Task requirements
For each line of the data that includes the word "paths", copy the line.

Extracted information
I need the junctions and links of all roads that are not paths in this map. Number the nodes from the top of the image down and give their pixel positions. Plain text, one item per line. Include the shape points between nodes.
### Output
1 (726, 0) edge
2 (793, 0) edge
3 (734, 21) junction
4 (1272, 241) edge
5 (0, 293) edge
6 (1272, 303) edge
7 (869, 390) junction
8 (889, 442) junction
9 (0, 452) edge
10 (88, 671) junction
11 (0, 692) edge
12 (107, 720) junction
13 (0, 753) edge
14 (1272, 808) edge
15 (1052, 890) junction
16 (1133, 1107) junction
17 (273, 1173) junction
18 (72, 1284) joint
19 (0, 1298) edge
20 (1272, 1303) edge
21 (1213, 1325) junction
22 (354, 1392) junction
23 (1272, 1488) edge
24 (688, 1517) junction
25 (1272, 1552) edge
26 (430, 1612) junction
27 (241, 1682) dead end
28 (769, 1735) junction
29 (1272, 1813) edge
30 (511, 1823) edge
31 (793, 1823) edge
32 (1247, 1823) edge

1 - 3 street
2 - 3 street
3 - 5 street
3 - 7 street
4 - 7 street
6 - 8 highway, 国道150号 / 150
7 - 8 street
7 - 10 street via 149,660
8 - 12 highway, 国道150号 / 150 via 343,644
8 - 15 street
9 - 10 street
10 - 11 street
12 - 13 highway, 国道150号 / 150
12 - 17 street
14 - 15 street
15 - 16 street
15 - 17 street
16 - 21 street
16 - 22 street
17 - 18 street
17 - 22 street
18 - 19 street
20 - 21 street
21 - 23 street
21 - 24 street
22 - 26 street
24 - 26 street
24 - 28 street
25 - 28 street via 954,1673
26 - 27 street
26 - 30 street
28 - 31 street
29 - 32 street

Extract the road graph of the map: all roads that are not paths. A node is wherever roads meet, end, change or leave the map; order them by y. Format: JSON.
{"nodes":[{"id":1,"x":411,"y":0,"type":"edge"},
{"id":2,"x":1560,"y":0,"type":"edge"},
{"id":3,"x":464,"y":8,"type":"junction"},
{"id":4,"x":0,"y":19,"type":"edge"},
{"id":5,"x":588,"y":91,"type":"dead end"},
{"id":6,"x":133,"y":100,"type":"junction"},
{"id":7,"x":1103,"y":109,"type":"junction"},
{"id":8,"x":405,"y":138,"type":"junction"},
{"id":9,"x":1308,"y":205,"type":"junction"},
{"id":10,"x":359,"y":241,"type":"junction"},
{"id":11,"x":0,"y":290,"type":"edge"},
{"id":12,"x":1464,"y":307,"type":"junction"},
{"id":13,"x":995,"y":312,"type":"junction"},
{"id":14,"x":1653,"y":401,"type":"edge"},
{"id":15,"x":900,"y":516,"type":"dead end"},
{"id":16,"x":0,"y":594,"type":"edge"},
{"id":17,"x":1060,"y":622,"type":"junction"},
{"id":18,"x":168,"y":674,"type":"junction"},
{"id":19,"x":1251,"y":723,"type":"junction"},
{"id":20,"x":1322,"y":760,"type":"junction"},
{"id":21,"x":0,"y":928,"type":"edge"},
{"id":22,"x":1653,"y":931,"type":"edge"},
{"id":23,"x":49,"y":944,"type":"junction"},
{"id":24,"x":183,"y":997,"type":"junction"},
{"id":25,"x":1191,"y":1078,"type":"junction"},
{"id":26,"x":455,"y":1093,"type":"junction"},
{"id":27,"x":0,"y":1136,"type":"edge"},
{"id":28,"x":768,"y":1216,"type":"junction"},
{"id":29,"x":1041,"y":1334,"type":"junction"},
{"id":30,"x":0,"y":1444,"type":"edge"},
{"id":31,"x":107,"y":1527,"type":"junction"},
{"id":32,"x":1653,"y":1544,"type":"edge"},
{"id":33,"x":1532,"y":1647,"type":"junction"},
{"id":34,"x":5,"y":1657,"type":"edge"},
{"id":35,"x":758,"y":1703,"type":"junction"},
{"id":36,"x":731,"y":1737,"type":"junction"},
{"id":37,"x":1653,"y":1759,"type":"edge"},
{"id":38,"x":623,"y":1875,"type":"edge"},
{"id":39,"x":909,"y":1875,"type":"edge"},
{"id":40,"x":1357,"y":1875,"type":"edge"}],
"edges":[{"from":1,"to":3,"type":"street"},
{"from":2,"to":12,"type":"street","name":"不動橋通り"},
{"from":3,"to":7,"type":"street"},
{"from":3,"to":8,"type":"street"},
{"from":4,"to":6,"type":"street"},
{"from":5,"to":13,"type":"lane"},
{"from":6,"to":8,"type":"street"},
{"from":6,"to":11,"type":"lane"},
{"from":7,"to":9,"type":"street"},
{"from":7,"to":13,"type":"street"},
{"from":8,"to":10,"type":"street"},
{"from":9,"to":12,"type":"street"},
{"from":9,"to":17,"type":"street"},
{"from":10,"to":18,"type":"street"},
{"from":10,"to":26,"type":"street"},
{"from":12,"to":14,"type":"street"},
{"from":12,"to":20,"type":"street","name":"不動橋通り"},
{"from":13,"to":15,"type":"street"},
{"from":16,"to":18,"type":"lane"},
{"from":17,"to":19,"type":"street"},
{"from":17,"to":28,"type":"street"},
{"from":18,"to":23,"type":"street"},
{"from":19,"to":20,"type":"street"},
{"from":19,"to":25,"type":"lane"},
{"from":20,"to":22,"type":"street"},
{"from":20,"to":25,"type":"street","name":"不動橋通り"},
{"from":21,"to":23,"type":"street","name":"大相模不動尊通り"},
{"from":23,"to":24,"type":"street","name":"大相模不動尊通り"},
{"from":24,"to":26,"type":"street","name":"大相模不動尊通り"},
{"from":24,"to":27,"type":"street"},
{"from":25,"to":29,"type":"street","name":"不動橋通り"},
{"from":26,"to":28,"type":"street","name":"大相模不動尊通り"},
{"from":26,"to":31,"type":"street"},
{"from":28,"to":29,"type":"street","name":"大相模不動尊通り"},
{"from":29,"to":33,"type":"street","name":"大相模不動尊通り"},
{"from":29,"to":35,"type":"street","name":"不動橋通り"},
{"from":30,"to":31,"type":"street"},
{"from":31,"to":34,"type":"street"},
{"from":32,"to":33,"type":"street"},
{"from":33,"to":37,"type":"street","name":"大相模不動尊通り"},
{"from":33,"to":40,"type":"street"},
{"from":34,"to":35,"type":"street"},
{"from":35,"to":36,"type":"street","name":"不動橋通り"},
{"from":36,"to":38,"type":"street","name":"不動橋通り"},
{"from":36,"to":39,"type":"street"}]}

Output for this task
I need the junctions and links of all roads that are not paths in this map. Number the nodes from the top of the image down and give their pixel positions. Plain text, one item per line. Include the shape points between nodes.
Extract the road graph of the map: all roads that are not paths. A node is wherever roads meet, end, change or leave the map; order them by y. Format: JSON.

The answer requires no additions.